_Stored items_
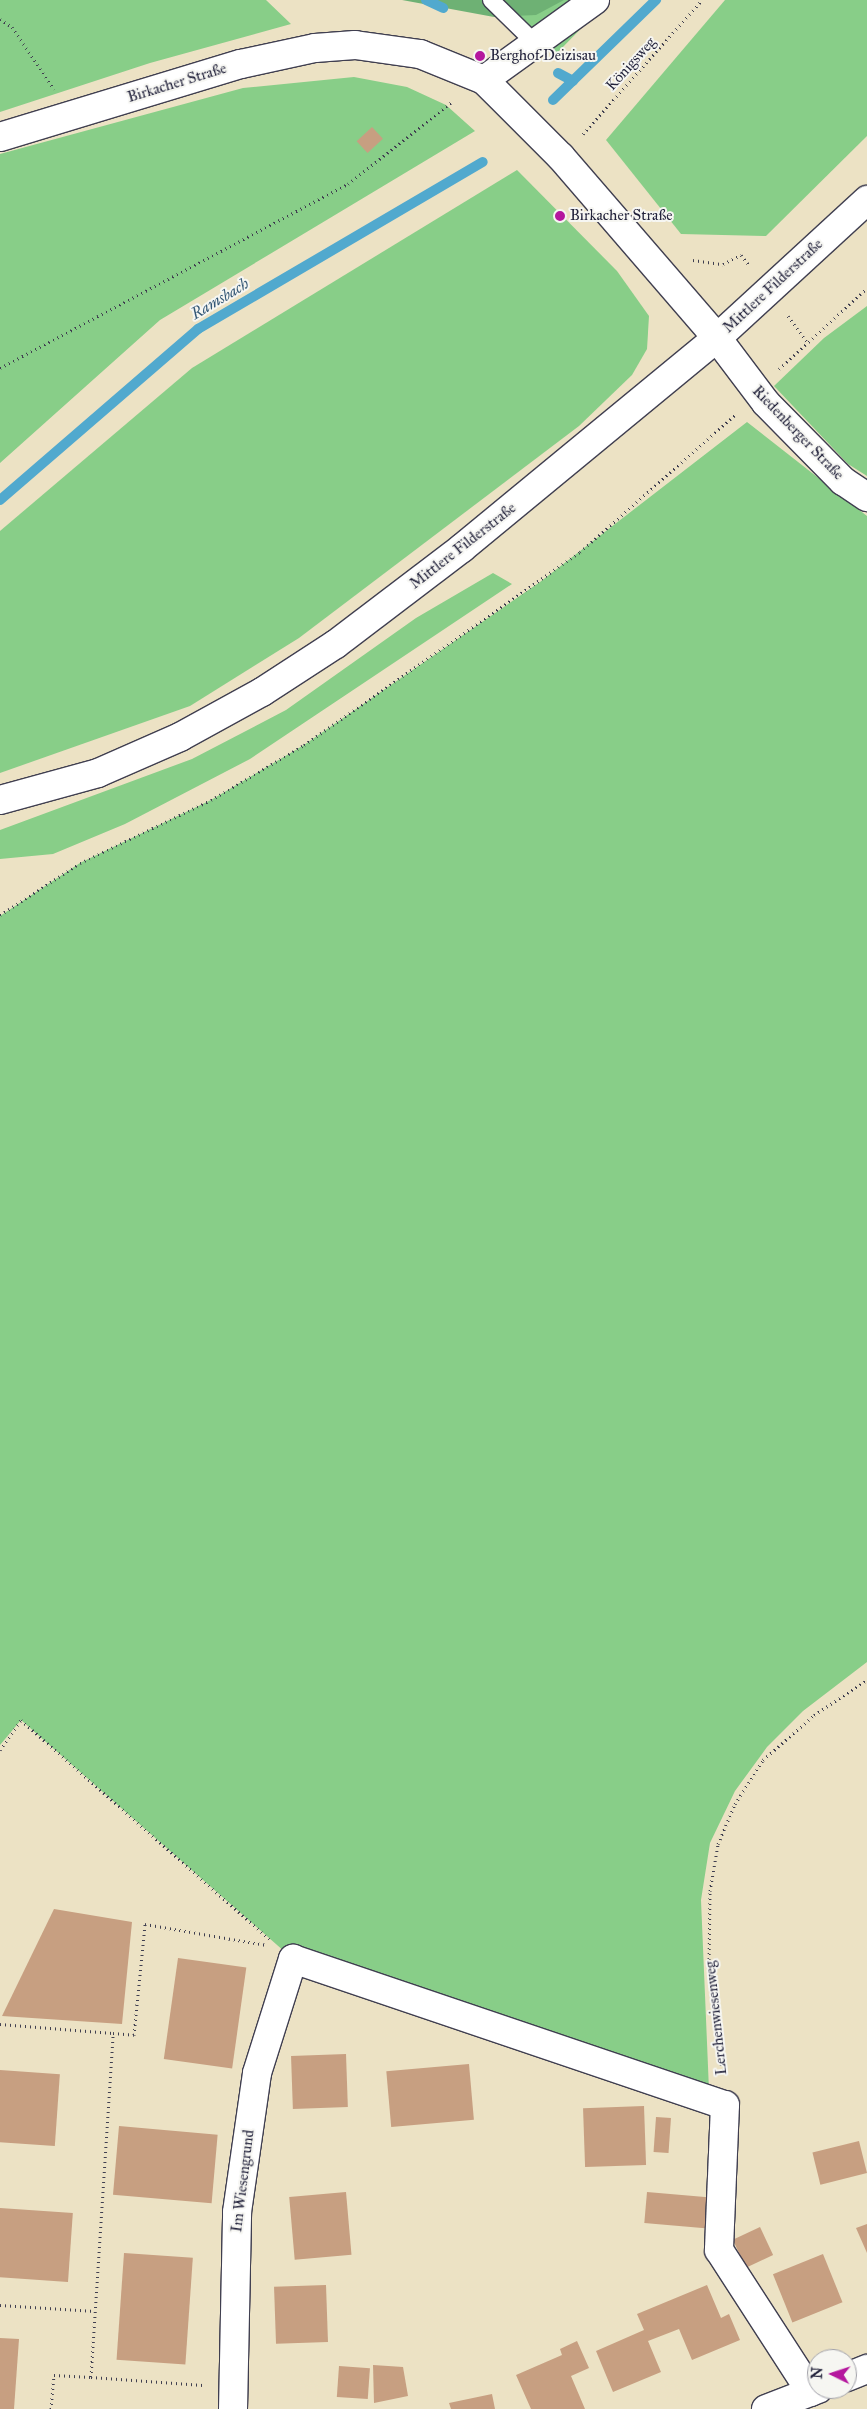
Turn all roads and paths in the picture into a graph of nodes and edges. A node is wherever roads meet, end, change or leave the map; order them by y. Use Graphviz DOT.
graph roads {
  1 [pos="491,0"];
  2 [pos="595,0"];
  3 [pos="702,0"];
  4 [pos="0,19"];
  5 [pos="536,44"];
  6 [pos="484,80"];
  7 [pos="72,116"];
  8 [pos="0,137"];
  9 [pos="576,142"];
  10 [pos="867,200"];
  11 [pos="689,259"];
  12 [pos="867,288"];
  13 [pos="769,290"];
  14 [pos="716,338"];
  15 [pos="0,368"];
  16 [pos="756,390"];
  17 [pos="867,497"];
  18 [pos="0,800"];
  19 [pos="0,915"];
  20 [pos="867,1680"];
  21 [pos="0,1750"];
  22 [pos="285,1953"];
  23 [pos="0,2024"];
  24 [pos="113,2033"];
  25 [pos="725,2105"];
  26 [pos="0,2304"];
  27 [pos="95,2311"];
  28 [pos="91,2377"];
  29 [pos="807,2380"];
  30 [pos="188,2384"];
  31 [pos="807,2393"];
  32 [pos="51,2409"];
  33 [pos="233,2409"];
  34 [pos="766,2409"];
  1 -- 5 [label="lane"];
  2 -- 5 [label="street"];
  3 -- 9 [label="path, Königsweg"];
  4 -- 7 [label="path"];
  5 -- 6 [label="street"];
  6 -- 7 [label="street, Birkacher Straße"];
  6 -- 14 [label="street, Birkacher Straße"];
  6 -- 15 [label="path"];
  7 -- 8 [label="street, Birkacher Straße"];
  10 -- 13 [label="street, Mittlere Filderstraße"];
  11 -- 13 [label="path"];
  12 -- 13 [label="path"];
  13 -- 14 [label="street, Mittlere Filderstraße"];
  14 -- 16 [label="street, Riedenberger Straße"];
  14 -- 18 [label="street, Mittlere Filderstraße"];
  16 -- 17 [label="street, Riedenberger Straße"];
  16 -- 19 [label="path"];
  20 -- 25 [label="path, Lerchenwiesenweg"];
  21 -- 22 [label="path"];
  22 -- 24 [label="path"];
  22 -- 25 [label="street"];
  22 -- 33 [label="street, Im Wiesengrund"];
  23 -- 24 [label="path"];
  24 -- 27 [label="path"];
  25 -- 29 [label="street"];
  26 -- 27 [label="path"];
  27 -- 28 [label="path"];
  28 -- 30 [label="path"];
  28 -- 32 [label="path"];
  31 -- 34 [label="street"];
}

_WHAT TO PRODUCE_
Output nothing but the entries above, exactly, once the pictures are removed.

_ANSWER SPACE_
Turn all roads and paths in the picture into a graph of nodes and edges. A node is wherever roads meet, end, change or leave the map; order them by y. Use Graphviz DOT.
graph roads {
  1 [pos="491,0"];
  2 [pos="595,0"];
  3 [pos="702,0"];
  4 [pos="0,19"];
  5 [pos="536,44"];
  6 [pos="484,80"];
  7 [pos="72,116"];
  8 [pos="0,137"];
  9 [pos="576,142"];
  10 [pos="867,200"];
  11 [pos="689,259"];
  12 [pos="867,288"];
  13 [pos="769,290"];
  14 [pos="716,338"];
  15 [pos="0,368"];
  16 [pos="756,390"];
  17 [pos="867,497"];
  18 [pos="0,800"];
  19 [pos="0,915"];
  20 [pos="867,1680"];
  21 [pos="0,1750"];
  22 [pos="285,1953"];
  23 [pos="0,2024"];
  24 [pos="113,2033"];
  25 [pos="725,2105"];
  26 [pos="0,2304"];
  27 [pos="95,2311"];
  28 [pos="91,2377"];
  29 [pos="807,2380"];
  30 [pos="188,2384"];
  31 [pos="807,2393"];
  32 [pos="51,2409"];
  33 [pos="233,2409"];
  34 [pos="766,2409"];
  1 -- 5 [label="lane"];
  2 -- 5 [label="street"];
  3 -- 9 [label="path, Königsweg"];
  4 -- 7 [label="path"];
  5 -- 6 [label="street"];
  6 -- 7 [label="street, Birkacher Straße"];
  6 -- 14 [label="street, Birkacher Straße"];
  6 -- 15 [label="path"];
  7 -- 8 [label="street, Birkacher Straße"];
  10 -- 13 [label="street, Mittlere Filderstraße"];
  11 -- 13 [label="path"];
  12 -- 13 [label="path"];
  13 -- 14 [label="street, Mittlere Filderstraße"];
  14 -- 16 [label="street, Riedenberger Straße"];
  14 -- 18 [label="street, Mittlere Filderstraße"];
  16 -- 17 [label="street, Riedenberger Straße"];
  16 -- 19 [label="path"];
  20 -- 25 [label="path, Lerchenwiesenweg"];
  21 -- 22 [label="path"];
  22 -- 24 [label="path"];
  22 -- 25 [label="street"];
  22 -- 33 [label="street, Im Wiesengrund"];
  23 -- 24 [label="path"];
  24 -- 27 [label="path"];
  25 -- 29 [label="street"];
  26 -- 27 [label="path"];
  27 -- 28 [label="path"];
  28 -- 30 [label="path"];
  28 -- 32 [label="path"];
  31 -- 34 [label="street"];
}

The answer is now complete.